A group of researchers has succeeded in inhibiting the transmission of the genetic information of antibiotic resistance

A bevanda probiotics could help us in the future fight antibiotic resistance, making the bacteria susceptible to treatment with the antibiotics we have available.

La antibiotic resistance in bacteria it is an increasingly urgent problem that represents one of the main global challenges for public health.

The increase in resistance by microorganisms is due to the increasing use of antimicrobial agents, combined with ability of bacteria to adapt and evolve. Once this resistance is established, it is very difficult to get rid of it, and this necessitates the development of increasingly potent antibiotics.

However, a team of researchers from the University of Birmingham managed to tackle antibiotic resistance in a different way, by acting on plasmids responsible for the spread of antibiotic resistance.

Plasmids are DNA fragments present in the cytoplasm of bacterial cells. These small molecules contain genetic information, including the resistance of bacteria to antibiotics and they are capable of replicating and spreading, carrying with them the genes that determine antibiotic resistance.

The researchers then manipulated plasmids to incorporate genes that block the replication of the resistance plasmid. The new plasmids, called pCURE prevent the replication of the plasmids that carry the resistance genes, making the bacteria sensitive to antibiotics commonly used.

“We were able to show that if you can stop the replication of the plasmid, most bacteria lose the plasmid as the bacteria grow and divide.
This means that infections that are difficult to control, even with the strongest antibiotics available, are more likely to be treatable with standard antibiotics.
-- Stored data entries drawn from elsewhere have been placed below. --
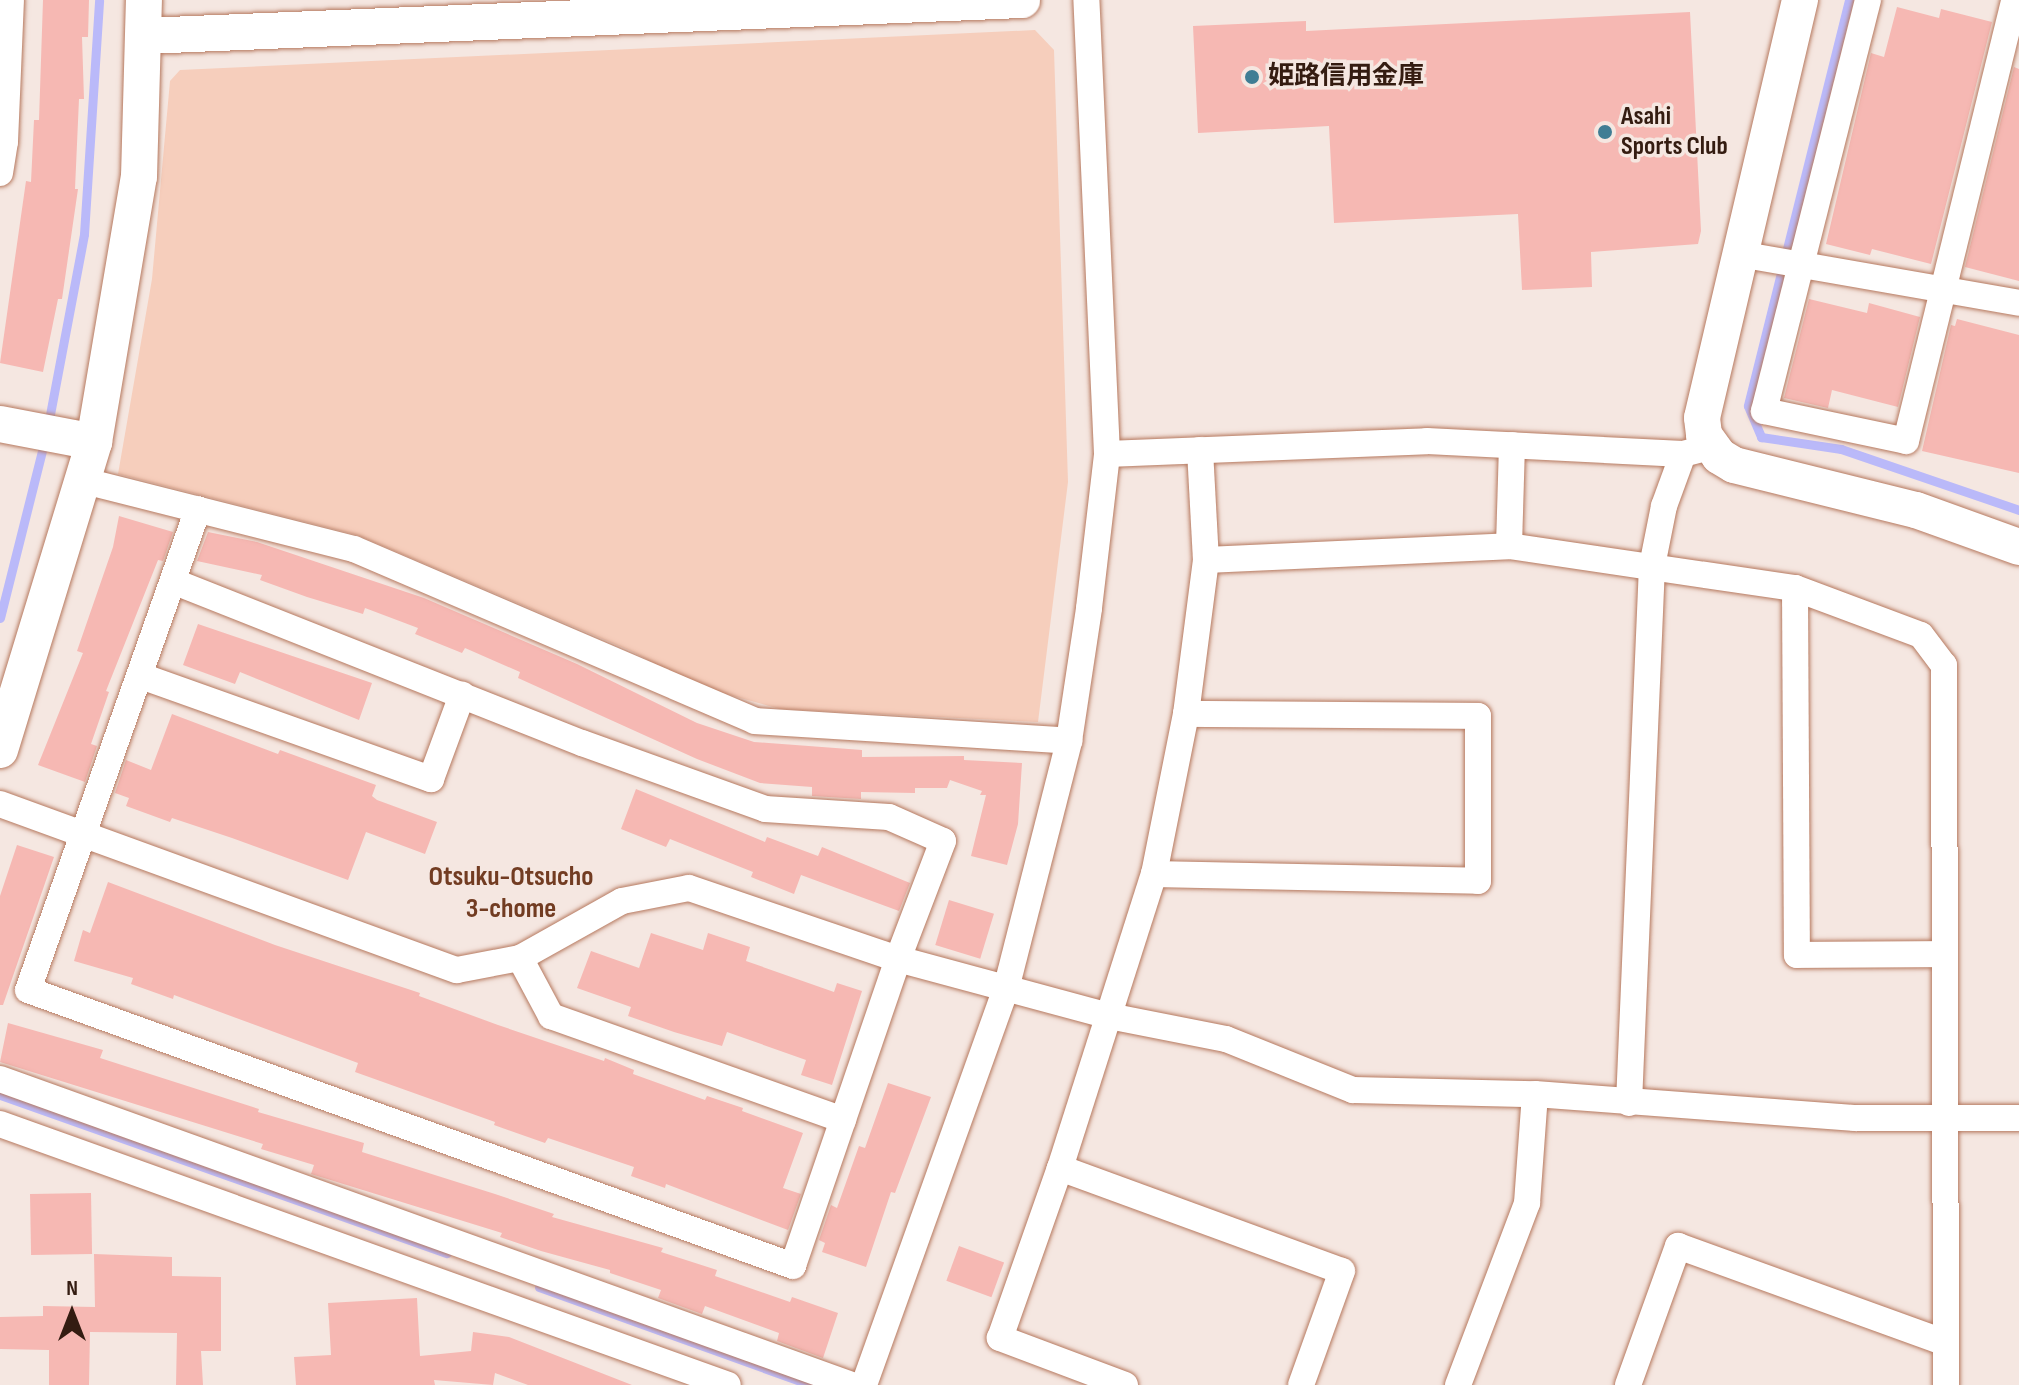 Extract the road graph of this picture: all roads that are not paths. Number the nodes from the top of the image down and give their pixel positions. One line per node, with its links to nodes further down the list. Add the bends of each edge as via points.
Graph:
1 (11, 0): 9 (street)
2 (144, 0): 8 (street)
3 (1022, 0): 8 (street)
4 (1086, 0): 19 (street)
5 (1800, 0): 10 (street)
6 (1868, 0): 11 (street)
7 (2014, 0): 12 (street)
8 (144, 36): 15 (street, via 139,177)
9 (0, 173)
10 (1739, 254): 11 (street); 18 (street, via 1702,418 1704,435)
11 (1801, 267): 12 (street); 12 (street, via 1764,411 1906,441)
12 (1941, 291): 13 (street)
13 (2019, 303)
14 (0, 424): 15 (street)
15 (94, 442): 20 (street)
16 (1512, 445): 17 (street, via 1427,441); 18 (street); 22 (street)
17 (1200, 450): 19 (street); 24 (street)
18 (1696, 450): 23 (street, via 1734,465 1916,510); 25 (street, via 1664,506)
19 (1107, 454): 31 (street)
20 (85, 481): 21 (street); 32 (street)
21 (198, 509): 26 (street); 31 (street, via 354,549 755,721)
22 (1509, 546): 24 (street); 25 (street)
23 (2019, 547)
24 (1206, 560): 30 (street)
25 (1652, 566): 27 (street); 43 (street)
26 (175, 582): 28 (street); 29 (street)
27 (1795, 588): 36 (street, via 1921,635 1944,665); 36 (street, via 1797,955)
28 (141, 676): 29 (street, via 431,779); 34 (street)
29 (462, 695): 38 (street, via 765,809 889,817 943,841)
30 (1186, 714): 35 (street); 35 (street, via 1478,716 1478,881)
31 (1069, 741): 39 (street)
32 (0, 750)
33 (0, 804): 34 (street)
34 (84, 836): 37 (street, via 457,970); 46 (street, via 28,990 793,1266)
35 (1154, 874): 40 (street)
36 (1945, 954): 44 (street)
37 (520, 958): 38 (street, via 622,901 689,888); 46 (street, via 551,1016)
38 (898, 959): 39 (street); 46 (street)
39 (1006, 989): 40 (street); 52 (street)
40 (1109, 1016): 42 (street, via 1226,1039 1353,1090); 48 (street)
41 (0, 1079): 51 (street)
42 (1535, 1094): 43 (street); 55 (street, via 1527,1203)
43 (1629, 1103): 44 (street, via 1856,1118)
44 (1946, 1116): 45 (street); 49 (street)
45 (2019, 1118)
46 (843, 1120)
47 (0, 1124): 50 (street)
48 (1060, 1168): 53 (street, via 1000,1338); 54 (street, via 1342,1271)
49 (1946, 1343): 56 (street, via 1678,1246); 57 (street)
50 (728, 1385)
51 (852, 1385)
52 (864, 1385)
53 (1125, 1385)
54 (1301, 1385)
55 (1458, 1385)
56 (1628, 1385)
57 (1946, 1385)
Explained Professor Christopher Thomas, who led the research.

The microorganisms containing the pCURE plasmid were inserted into a drink that has the task of transporting the modified plasmids in the intestine.
The assumption of the bevanda probiotics it could thus counteract the antibiotic resistance of many bacteria including E. coli, Salmonella and Klebsiella pneumoniae.

In laboratory tests the probiotic drink has been shown to be effective but further modifications and improvements of the pCURE plasmids are needed before it can move on to a first clinical study.

“The results are promising. Antibiotic resistance is one of the greatest medical challenges of our time. We need to tackle the problem on several fronts, including by reducing our use of antibiotics and looking for new, more effective drugs.
Our approach, which addresses one of the causes of antimicrobial resistance at the genetic level, could be an important new weapon in this battle, ”concluded Professor Thomas.